Beware the Biden bubble
Interest rates are likely to stay low in the near term of Biden’s tenure, as the new president will likely encourage spending and stimulate the economy coming out of the COVID-19 pandemic.
“Interest rates are the traffic signals of a market economy. When the Fed lowers rates, interest rates on credit cards usually drop, too. When the Fed cuts rates, they are in effect turning the traffic signals all green, and thereby incentivizing consumers to spend money, rather than save,” says David Reischer, a New York business attorney specializing in finance and CEO of LegalAdvice.com.

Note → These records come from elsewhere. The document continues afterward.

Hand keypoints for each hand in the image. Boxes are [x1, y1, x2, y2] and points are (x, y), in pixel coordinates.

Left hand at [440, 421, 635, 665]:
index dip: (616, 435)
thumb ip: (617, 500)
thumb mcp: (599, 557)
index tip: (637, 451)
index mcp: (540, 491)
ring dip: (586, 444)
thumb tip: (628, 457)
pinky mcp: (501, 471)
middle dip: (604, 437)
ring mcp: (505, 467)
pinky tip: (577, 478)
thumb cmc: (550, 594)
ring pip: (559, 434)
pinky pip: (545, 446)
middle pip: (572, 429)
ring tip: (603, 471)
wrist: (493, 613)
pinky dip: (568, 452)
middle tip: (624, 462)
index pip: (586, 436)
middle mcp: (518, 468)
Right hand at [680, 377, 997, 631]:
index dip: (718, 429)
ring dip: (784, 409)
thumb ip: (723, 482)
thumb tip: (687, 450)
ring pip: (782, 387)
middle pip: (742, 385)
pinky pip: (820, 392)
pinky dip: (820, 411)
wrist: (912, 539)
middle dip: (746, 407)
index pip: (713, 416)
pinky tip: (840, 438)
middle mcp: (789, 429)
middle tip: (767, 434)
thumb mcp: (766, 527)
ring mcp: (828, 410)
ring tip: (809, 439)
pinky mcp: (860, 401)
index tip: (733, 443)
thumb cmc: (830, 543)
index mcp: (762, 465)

Lower interest rates may help make your monthly credit card payment more affordable and make it easier to qualify for a mortgage or a loan, but Reischer fears that a lower interest rate combined with deficit spending could leave people on a trapeze without a net.
“Lower rates by the Fed coupled with deficit spending by a Democratic Biden administration will likely lead to an even bigger asset bubble in stocks, bonds and alternative investments than we have been experiencing under the Trump administration,” he said. “The benefits to the average person on the street from this policy is temporarily high asset prices (if they can time the sale) before the bubble eventually bursts from this reckless loose monetary policy – and then everybody will be badly hurt.”
However, the average American need not worry. Brandon Kovach points out that in the last two years of the Obama Administration – after leading America through a recession and while Biden was vice president – the deficit shrunk. It was the Trump Administration that increased the deficit 74% in four years, according to numbers from the Congressional Budget Office.
Rather than a reckless and loose monetary policy, Kovach thinks Biden will implement a staid economic policy that will include quantitative easing and loan forgiveness programs that will help, rather than hurt, the average American.
See related: SBA loan forgiven during the pandemic? You’ll be getting a 1099
Of course, no one knows what’s really going to happen during the four years of Biden’s tenure. No one has a crystal ball.
But it’s clear that the president’s economic decisions and influence always have a trickle-down effect that could significantly impact your credit card and the credit card industry.